Everything became white noise as I ran as hard as I could toward the property where Cam and Trix’s house sat. It wasn’t actually on Aces’ property, the old president who’d lived there before made sure of that, but the properties butted up against each other. The two buildings were in walking distance from each other, but I couldn’t believe how long it took me to get across the field that separated them.
The house was lit up like a fucking Roman candle.
And my son was inside.
“Call the fuckin’ fire department,” Grease screamed as he ran beside me. I didn’t know who he was talking to, but I didn’t bother to reply. There were people coming up behind us. I could hear them, but I didn’t give a shit who it was. One of them could call. I wasn’t stopping.
The thing people don’t really mention about a house fire is that they’re loud. Really fucking loud. You hear all about the smoke and the flames and the heat, but no one ever really tells you how loud that shit is. It’s practically deafening.
“Not again,” Cam said, as I caught up with his broad frame. “Fuck, not again.” He ran for the front door.
I followed him, my lungs screaming as I got closer and closer to the closed front door, but before I could make it there, I was being tackled from behind.
Chapter 23
Lily
I couldn’t see.
I couldn’t see and I was in the middle of a room.
What room was I in?
I scooted forward, ignoring the throb in my cheek as I swept my hands back and forth in front of me. After what felt like forever, my hand brushed up against something hard. I wrapped my hand around it.
It was a chair. A kitchen chair. One that Trix had been so happy to refinish after she’d found the set at a garage sale the year before.
I was in the kitchen.
I continued reaching forward and ran into a wall. No, it wasn’t a wall. It was a counter. I started to get to my feet, but dropped back down when my lungs started burning. No. No standing.

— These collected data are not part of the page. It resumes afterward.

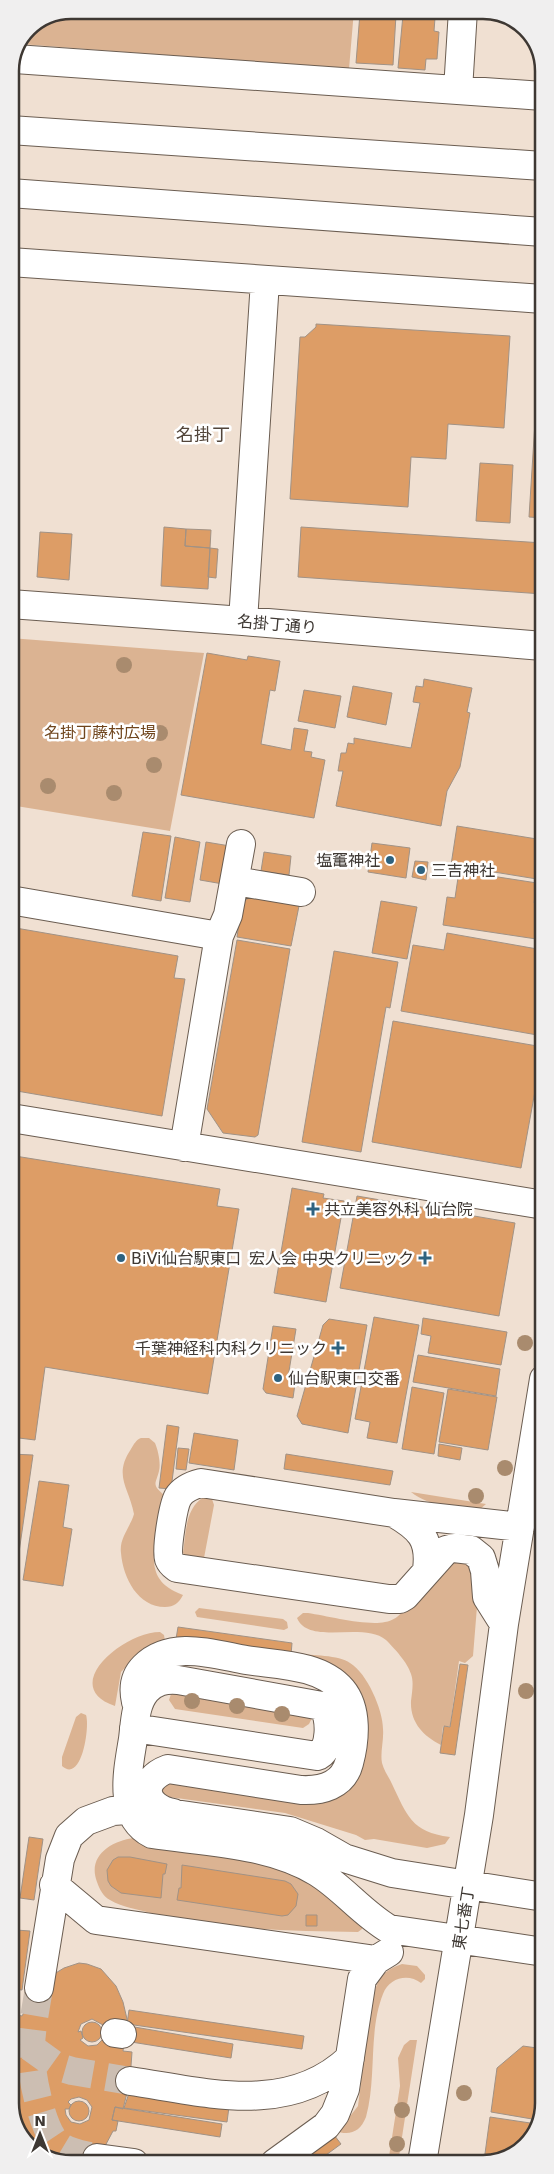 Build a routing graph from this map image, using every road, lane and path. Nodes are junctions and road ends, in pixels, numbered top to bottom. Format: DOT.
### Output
graph roads {
  1 [pos="462,19"];
  2 [pos="20,59"];
  3 [pos="458,90"];
  4 [pos="535,95"];
  5 [pos="19,131"];
  6 [pos="535,165"];
  7 [pos="19,193"];
  8 [pos="535,231"];
  9 [pos="19,263"];
  10 [pos="265,281"];
  11 [pos="535,299"];
  12 [pos="19,605"];
  13 [pos="243,621"];
  14 [pos="535,645"];
  15 [pos="241,844"];
  16 [pos="235,881"];
  17 [pos="301,892"];
  18 [pos="19,902"];
  19 [pos="219,936"];
  20 [pos="19,1119"];
  21 [pos="184,1147"];
  22 [pos="535,1204"];
  23 [pos="535,1476"];
  24 [pos="394,1513"];
  25 [pos="520,1527"];
  26 [pos="427,1570"];
  27 [pos="504,1624"];
  28 [pos="136,1719"];
  29 [pos="130,1807"];
  30 [pos="185,1815"];
  31 [pos="54,1885"];
  32 [pos="468,1885"];
  33 [pos="535,1896"];
  34 [pos="451,1939"];
  35 [pos="535,1951"];
  36 [pos="376,1960"];
  37 [pos="39,1988"];
  38 [pos="350,2058"];
  39 [pos="130,2081"];
  40 [pos="286,2155"];
  41 [pos="423,2155"];
  1 -- 3 [label="street"];
  2 -- 3 [label="street"];
  3 -- 4 [label="street"];
  5 -- 6 [label="street"];
  7 -- 8 [label="street"];
  9 -- 10 [label="street"];
  10 -- 11 [label="street"];
  10 -- 13 [label="street"];
  12 -- 13 [label="street, 名掛丁通り"];
  13 -- 14 [label="street, 名掛丁通り"];
  15 -- 16 [label="street"];
  16 -- 17 [label="street"];
  16 -- 19 [label="street"];
  18 -- 19 [label="street"];
  19 -- 21 [label="street"];
  20 -- 21 [label="street"];
  21 -- 22 [label="street"];
  23 -- 25 [label="street, 東七番丁"];
  24 -- 25 [label="street"];
  24 -- 26 [label="street"];
  24 -- 26 [label="street"];
  25 -- 27 [label="street, 東七番丁"];
  26 -- 27 [label="street"];
  27 -- 32 [label="street, 東七番丁"];
  28 -- 28 [label="street"];
  28 -- 29 [label="street"];
  28 -- 30 [label="street"];
  29 -- 30 [label="street"];
  29 -- 31 [label="street"];
  29 -- 34 [label="street"];
  30 -- 32 [label="street"];
  31 -- 36 [label="street"];
  31 -- 37 [label="street"];
  32 -- 33 [label="street"];
  32 -- 34 [label="street, 東七番丁"];
  34 -- 35 [label="street"];
  34 -- 36 [label="street"];
  34 -- 41 [label="street, 東七番丁"];
  36 -- 38 [label="street"];
  38 -- 39 [label="street"];
  38 -- 40 [label="street"];
}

Lifting my arms above my head, I felt for the edge. I was at the corner.
The corner of the counter in the kitchen.
I knew where I was. Closing my eyes against the smoke, I clenched my hands together in front of me and urged my breathing to slow. It was getting hard to find any air, and I had to be careful with what little I had.
Pushing myself to my hands and knees, I moved away from the counter, counting. I knew my way around this house. I knew that it took thirteen steps from the counter to the hallway. Another seven steps forward and one step to the left and I’d be in the office. From the door of the office to the panic room was another five steps along the wall.